Set down the full listing exactly, character for character.
── RECORDS PROVIDED
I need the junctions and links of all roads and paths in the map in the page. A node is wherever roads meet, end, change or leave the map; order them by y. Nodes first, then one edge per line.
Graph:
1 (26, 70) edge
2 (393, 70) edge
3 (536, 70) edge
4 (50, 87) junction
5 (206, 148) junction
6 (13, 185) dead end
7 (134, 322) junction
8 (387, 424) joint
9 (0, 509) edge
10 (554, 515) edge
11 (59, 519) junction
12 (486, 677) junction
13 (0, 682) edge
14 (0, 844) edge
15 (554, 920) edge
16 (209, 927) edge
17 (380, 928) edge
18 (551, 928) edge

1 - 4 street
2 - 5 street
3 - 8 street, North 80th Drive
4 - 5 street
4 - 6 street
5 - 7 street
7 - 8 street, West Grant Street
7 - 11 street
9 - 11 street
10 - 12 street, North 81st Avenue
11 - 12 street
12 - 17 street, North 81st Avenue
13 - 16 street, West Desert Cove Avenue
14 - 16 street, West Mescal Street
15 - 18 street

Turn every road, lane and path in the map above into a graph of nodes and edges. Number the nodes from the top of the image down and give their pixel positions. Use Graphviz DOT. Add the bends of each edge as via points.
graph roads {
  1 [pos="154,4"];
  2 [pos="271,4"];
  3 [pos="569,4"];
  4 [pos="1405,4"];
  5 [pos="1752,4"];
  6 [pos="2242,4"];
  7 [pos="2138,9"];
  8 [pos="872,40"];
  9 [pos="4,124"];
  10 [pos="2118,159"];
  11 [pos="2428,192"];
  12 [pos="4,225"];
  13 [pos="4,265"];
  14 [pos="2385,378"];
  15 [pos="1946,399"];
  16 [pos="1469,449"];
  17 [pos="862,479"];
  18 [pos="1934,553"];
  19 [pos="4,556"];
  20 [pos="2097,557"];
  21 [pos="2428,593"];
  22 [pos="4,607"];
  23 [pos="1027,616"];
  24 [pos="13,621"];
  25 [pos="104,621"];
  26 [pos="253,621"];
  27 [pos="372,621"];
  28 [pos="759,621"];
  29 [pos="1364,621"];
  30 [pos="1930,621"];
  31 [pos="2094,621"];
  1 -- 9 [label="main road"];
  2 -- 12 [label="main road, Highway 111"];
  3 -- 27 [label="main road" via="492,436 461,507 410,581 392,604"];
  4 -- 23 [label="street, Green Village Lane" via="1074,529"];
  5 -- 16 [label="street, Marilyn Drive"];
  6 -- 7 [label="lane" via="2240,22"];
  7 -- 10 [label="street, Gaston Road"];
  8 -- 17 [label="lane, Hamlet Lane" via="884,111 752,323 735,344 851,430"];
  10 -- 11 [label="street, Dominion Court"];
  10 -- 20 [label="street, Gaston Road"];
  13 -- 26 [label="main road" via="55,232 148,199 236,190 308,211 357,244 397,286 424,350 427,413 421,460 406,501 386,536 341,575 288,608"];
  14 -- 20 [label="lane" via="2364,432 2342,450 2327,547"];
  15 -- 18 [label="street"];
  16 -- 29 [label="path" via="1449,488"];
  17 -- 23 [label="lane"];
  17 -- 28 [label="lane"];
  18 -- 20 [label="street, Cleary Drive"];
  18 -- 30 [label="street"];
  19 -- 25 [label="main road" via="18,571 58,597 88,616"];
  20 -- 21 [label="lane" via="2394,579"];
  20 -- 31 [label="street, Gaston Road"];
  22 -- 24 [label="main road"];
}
────
* **ANSWER BOX**:
I need the junctions and links of all roads and paths in the map in the page. A node is wherever roads meet, end, change or leave the map; order them by y. Nodes first, then one edge per line.
Graph:
1 (26, 70) edge
2 (393, 70) edge
3 (536, 70) edge
4 (50, 87) junction
5 (206, 148) junction
6 (13, 185) dead end
7 (134, 322) junction
8 (387, 424) joint
9 (0, 509) edge
10 (554, 515) edge
11 (59, 519) junction
12 (486, 677) junction
13 (0, 682) edge
14 (0, 844) edge
15 (554, 920) edge
16 (209, 927) edge
17 (380, 928) edge
18 (551, 928) edge

1 - 4 street
2 - 5 street
3 - 8 street, North 80th Drive
4 - 5 street
4 - 6 street
5 - 7 street
7 - 8 street, West Grant Street
7 - 11 street
9 - 11 street
10 - 12 street, North 81st Avenue
11 - 12 street
12 - 17 street, North 81st Avenue
13 - 16 street, West Desert Cove Avenue
14 - 16 street, West Mescal Street
15 - 18 street

Turn every road, lane and path in the map above into a graph of nodes and edges. Number the nodes from the top of the image down and give their pixel positions. Use Graphviz DOT. Add the bends of each edge as via points.
graph roads {
  1 [pos="154,4"];
  2 [pos="271,4"];
  3 [pos="569,4"];
  4 [pos="1405,4"];
  5 [pos="1752,4"];
  6 [pos="2242,4"];
  7 [pos="2138,9"];
  8 [pos="872,40"];
  9 [pos="4,124"];
  10 [pos="2118,159"];
  11 [pos="2428,192"];
  12 [pos="4,225"];
  13 [pos="4,265"];
  14 [pos="2385,378"];
  15 [pos="1946,399"];
  16 [pos="1469,449"];
  17 [pos="862,479"];
  18 [pos="1934,553"];
  19 [pos="4,556"];
  20 [pos="2097,557"];
  21 [pos="2428,593"];
  22 [pos="4,607"];
  23 [pos="1027,616"];
  24 [pos="13,621"];
  25 [pos="104,621"];
  26 [pos="253,621"];
  27 [pos="372,621"];
  28 [pos="759,621"];
  29 [pos="1364,621"];
  30 [pos="1930,621"];
  31 [pos="2094,621"];
  1 -- 9 [label="main road"];
  2 -- 12 [label="main road, Highway 111"];
  3 -- 27 [label="main road" via="492,436 461,507 410,581 392,604"];
  4 -- 23 [label="street, Green Village Lane" via="1074,529"];
  5 -- 16 [label="street, Marilyn Drive"];
  6 -- 7 [label="lane" via="2240,22"];
  7 -- 10 [label="street, Gaston Road"];
  8 -- 17 [label="lane, Hamlet Lane" via="884,111 752,323 735,344 851,430"];
  10 -- 11 [label="street, Dominion Court"];
  10 -- 20 [label="street, Gaston Road"];
  13 -- 26 [label="main road" via="55,232 148,199 236,190 308,211 357,244 397,286 424,350 427,413 421,460 406,501 386,536 341,575 288,608"];
  14 -- 20 [label="lane" via="2364,432 2342,450 2327,547"];
  15 -- 18 [label="street"];
  16 -- 29 [label="path" via="1449,488"];
  17 -- 23 [label="lane"];
  17 -- 28 [label="lane"];
  18 -- 20 [label="street, Cleary Drive"];
  18 -- 30 [label="street"];
  19 -- 25 [label="main road" via="18,571 58,597 88,616"];
  20 -- 21 [label="lane" via="2394,579"];
  20 -- 31 [label="street, Gaston Road"];
  22 -- 24 [label="main road"];
}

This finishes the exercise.